Жан Расин и другие (Гинзбург) - страница 371

Что здесь шутка, а что всерьез, где благоговение, а где издевка? Расин же все понимал безошибочно и отвечал совершенно в тон: «Я, как и вы, убежден, что радость вновь увидеть государя, столь к вам милостивого, принесет вам больше пользы, чем все снадобья. Господин Роз уже просил меня передать вам от его имени, что после Бога Король – величайший целитель на свете. Для меня было весьма поучительно, что господин Роз соблаговолил поставить Бога впереди Короля; я начинаю подозревать, что он и вправду ударился в набожность». Но как не вспомнить и расиновские панегирики, где также преступаются все разумные пределы лести? А вспомнив, как к ним – и к нему самому – относиться? Скорее всего, любое прямолинейное суждение тут не годится. Конечно, ладить со своей совестью Расин умел; но он не просто циничный и расчетливый лицемер, у которого поклонение королю – одно притворство; таких и не могло быть в тогдашней Франции, тем более – в окружении короля, тем более – при такой долгой и тесной с ним близости, как у Расина, и при таких веских причинах для искренней благодарности, как у него. Но Расин, хотя и превосходил своего неразлучного друга Буало гибкостью характера и светским тактом, все-таки оставался потомком буржуа, воспитанником монастырской школы, литератором. И трезвость оценок, проницательность взгляда и чувство смешного тоже не могли ведь его вовсе покинуть, как только он оказался среди природных куртизанов.

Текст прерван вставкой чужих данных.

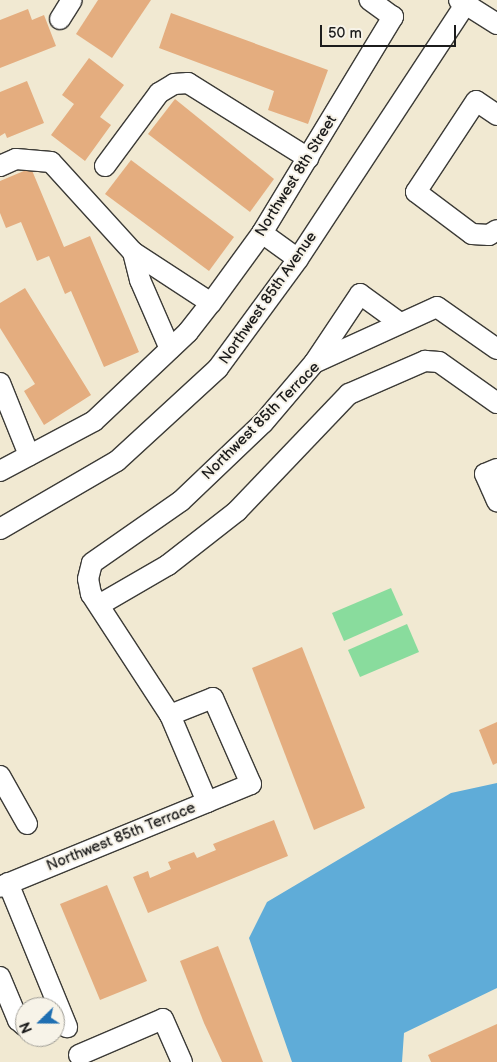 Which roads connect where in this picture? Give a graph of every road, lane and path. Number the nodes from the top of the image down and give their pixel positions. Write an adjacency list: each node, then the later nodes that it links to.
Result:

Переделать литераторский склад души вообще оказалось для Расина труднее, чем отказаться от литераторских занятий. Даже в девяностые годы, когда далеко позади оставалась не только «Федра», но и «Гофолия», Расин не может вытравить из себя интереса, и порой весьма пристрастного, к литературной жизни, к ее крупным событиям и даже мелочной возне. И это несмотря на то что в те же годы он усердно воспитывает своего старшего сына, Жана-Батиста, в отвращении к театру, вообще к изящной словесности, а самого себя словно заклинает быть к ним равнодушным. Письма к Жану Батисту пестрят увещеваниями такого рода: «Мне показалось по вашему письму, что вы немного завидуете мадемуазель де Ла Шапель в том, что она прочла больше пьес и романов, чем вы… Меня бесконечно огорчает, что вы придаете такое значение этому вздору… Не хочу запрещать вам читать время от времени что-нибудь развлекательное, и вы знаете, что я сам давал вам в руки немало французских книг, способных вас позабавить; но я был бы безутешен, если бы такого рода книги внушили вам отвращение к чтению более полезному, в особенности к книгам о религии и морали, о которых вы вовсе не говорите и к которым, как кажется, не испытываете ни малейшей склонности, хотя вы свидетель, что я получаю от таких вещей радости больше, чем от чего бы то ни было. Поверьте мне, если вы научитесь рассуждать о пьесах и романах, вы тем не продвинетесь дальше в свете, и не за это вас будут больше уважать». «Вы помните, что я вам говорил об операх и пьесах, которые теперь как будто собираются ставить в Марли. Очень важно для вас и для меня самого, чтобы вас там ни разу не видели, тем более, что вы сейчас в Версале затем, чтобы продолжать ваши занятия, а не затем, чтобы предаваться такого рода развлечениям. Король и весь двор знают, что моя совесть не позволяет мне их посещать, и они были бы о вас очень дурного мнения, если бы вы в вашем возрасте так мало считались со мной и с моими воззрениями. Я должен прежде всего побуждать вас постоянно думать о спасении вашей души и не утрачивать любви к религии». «Я знаю, вы не будете обесчещены перед людьми, если туда пойдете; но разве для вас ничего не значит бесчестье перед Богом? Разве вы сами не думаете, что людям покажется странным ваше поведение, если вы будете руководствоваться правилами, столь отличными от моих?» Какой заботы здесь больше – о спасении души Жана-Батиста? О его положении в обществе? Или о собственной репутации святоши?